Only the count is wanted here: how many lines of the entries hold the string "Park"?

--- EXTRACTED INFORMATION ---

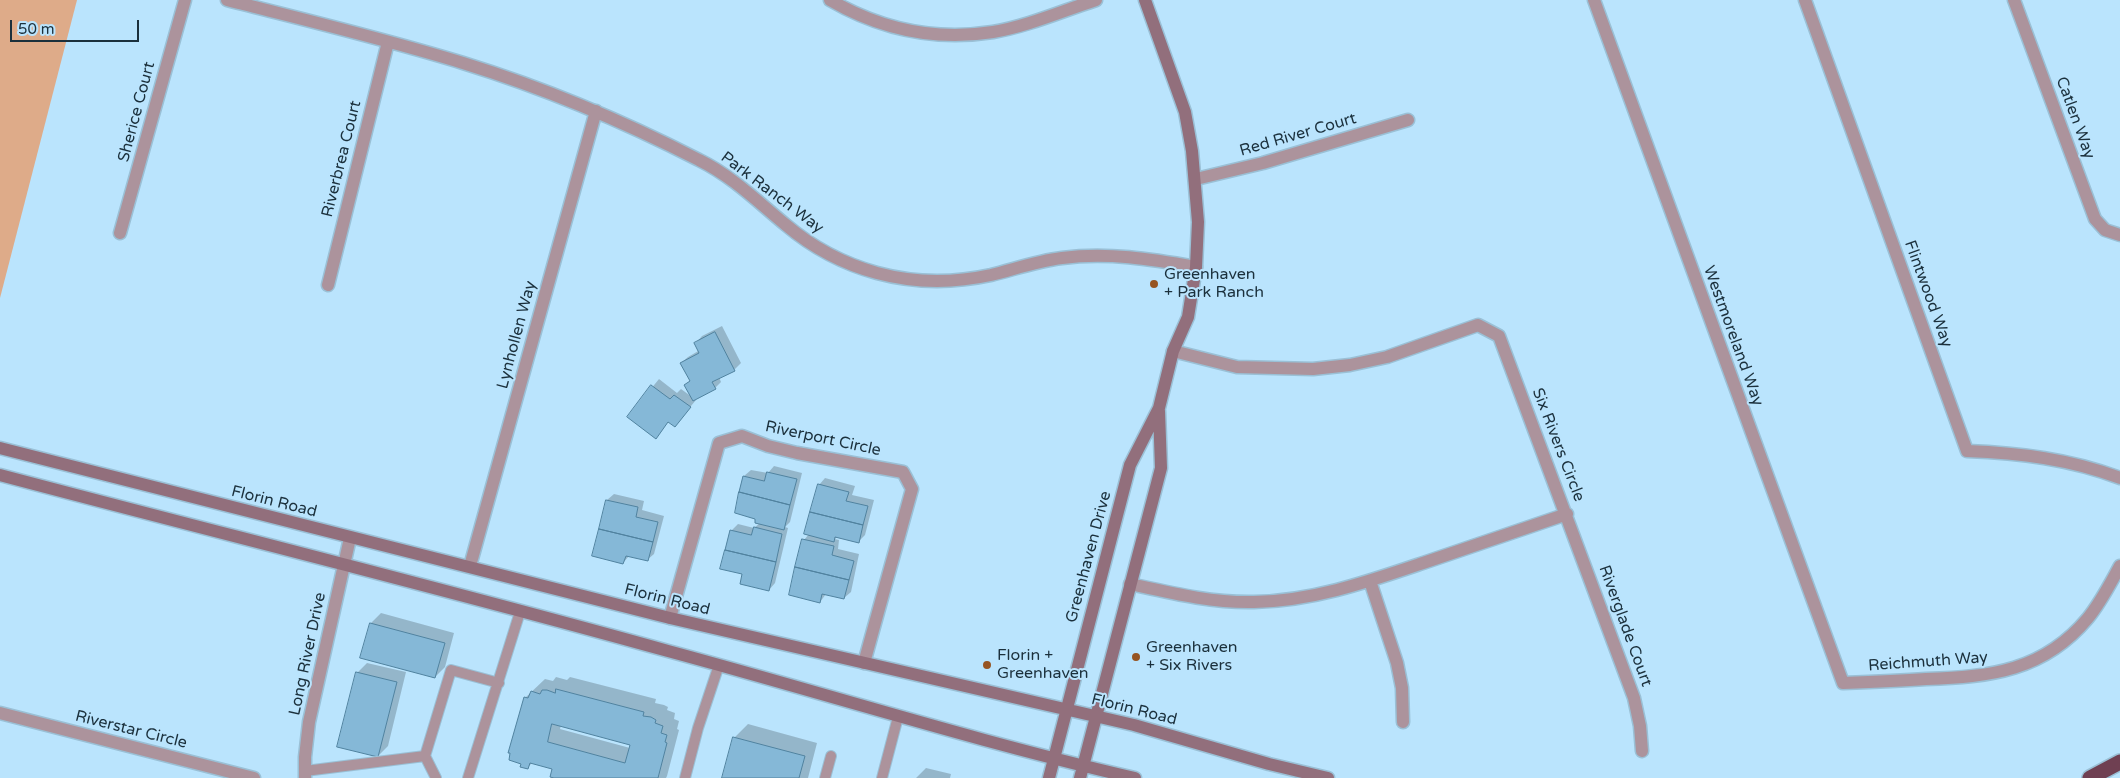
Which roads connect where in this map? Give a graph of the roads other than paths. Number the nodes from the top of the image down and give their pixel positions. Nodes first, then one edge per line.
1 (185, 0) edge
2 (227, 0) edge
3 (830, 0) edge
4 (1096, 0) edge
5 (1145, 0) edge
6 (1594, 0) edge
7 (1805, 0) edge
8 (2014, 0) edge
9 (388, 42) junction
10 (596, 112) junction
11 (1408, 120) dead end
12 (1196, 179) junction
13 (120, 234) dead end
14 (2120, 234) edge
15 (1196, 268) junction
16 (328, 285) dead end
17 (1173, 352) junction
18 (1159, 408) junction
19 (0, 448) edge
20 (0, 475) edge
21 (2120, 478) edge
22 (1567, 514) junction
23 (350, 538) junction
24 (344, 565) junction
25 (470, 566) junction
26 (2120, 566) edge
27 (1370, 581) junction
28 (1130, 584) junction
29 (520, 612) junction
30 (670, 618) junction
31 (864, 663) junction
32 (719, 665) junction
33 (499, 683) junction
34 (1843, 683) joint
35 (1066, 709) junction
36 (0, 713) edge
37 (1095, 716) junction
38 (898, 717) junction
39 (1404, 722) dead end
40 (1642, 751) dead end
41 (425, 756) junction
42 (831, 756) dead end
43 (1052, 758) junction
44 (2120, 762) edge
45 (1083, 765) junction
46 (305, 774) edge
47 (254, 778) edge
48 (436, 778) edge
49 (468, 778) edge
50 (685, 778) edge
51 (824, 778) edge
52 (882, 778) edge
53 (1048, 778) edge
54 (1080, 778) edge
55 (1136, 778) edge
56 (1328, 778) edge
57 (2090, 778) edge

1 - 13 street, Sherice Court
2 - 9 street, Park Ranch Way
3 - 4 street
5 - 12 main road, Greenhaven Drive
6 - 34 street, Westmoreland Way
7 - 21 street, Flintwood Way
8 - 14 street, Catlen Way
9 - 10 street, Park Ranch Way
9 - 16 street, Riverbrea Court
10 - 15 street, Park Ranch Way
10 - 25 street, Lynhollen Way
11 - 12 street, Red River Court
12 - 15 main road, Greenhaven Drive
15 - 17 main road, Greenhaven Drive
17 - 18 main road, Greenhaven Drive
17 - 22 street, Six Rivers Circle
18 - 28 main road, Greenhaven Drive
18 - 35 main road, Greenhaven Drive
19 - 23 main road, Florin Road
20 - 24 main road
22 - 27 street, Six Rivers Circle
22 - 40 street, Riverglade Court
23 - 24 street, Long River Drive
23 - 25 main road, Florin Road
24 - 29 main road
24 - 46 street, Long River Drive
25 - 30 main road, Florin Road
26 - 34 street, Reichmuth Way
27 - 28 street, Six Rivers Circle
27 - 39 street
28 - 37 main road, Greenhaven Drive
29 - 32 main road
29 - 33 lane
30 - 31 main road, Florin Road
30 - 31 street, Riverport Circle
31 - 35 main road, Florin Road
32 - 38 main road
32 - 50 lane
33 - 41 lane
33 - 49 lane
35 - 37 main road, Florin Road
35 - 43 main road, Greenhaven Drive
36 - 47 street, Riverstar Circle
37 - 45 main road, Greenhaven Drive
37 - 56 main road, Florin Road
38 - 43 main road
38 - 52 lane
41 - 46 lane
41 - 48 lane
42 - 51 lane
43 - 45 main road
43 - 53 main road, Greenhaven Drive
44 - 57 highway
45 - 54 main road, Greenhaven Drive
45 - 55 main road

---

SOLUTION
3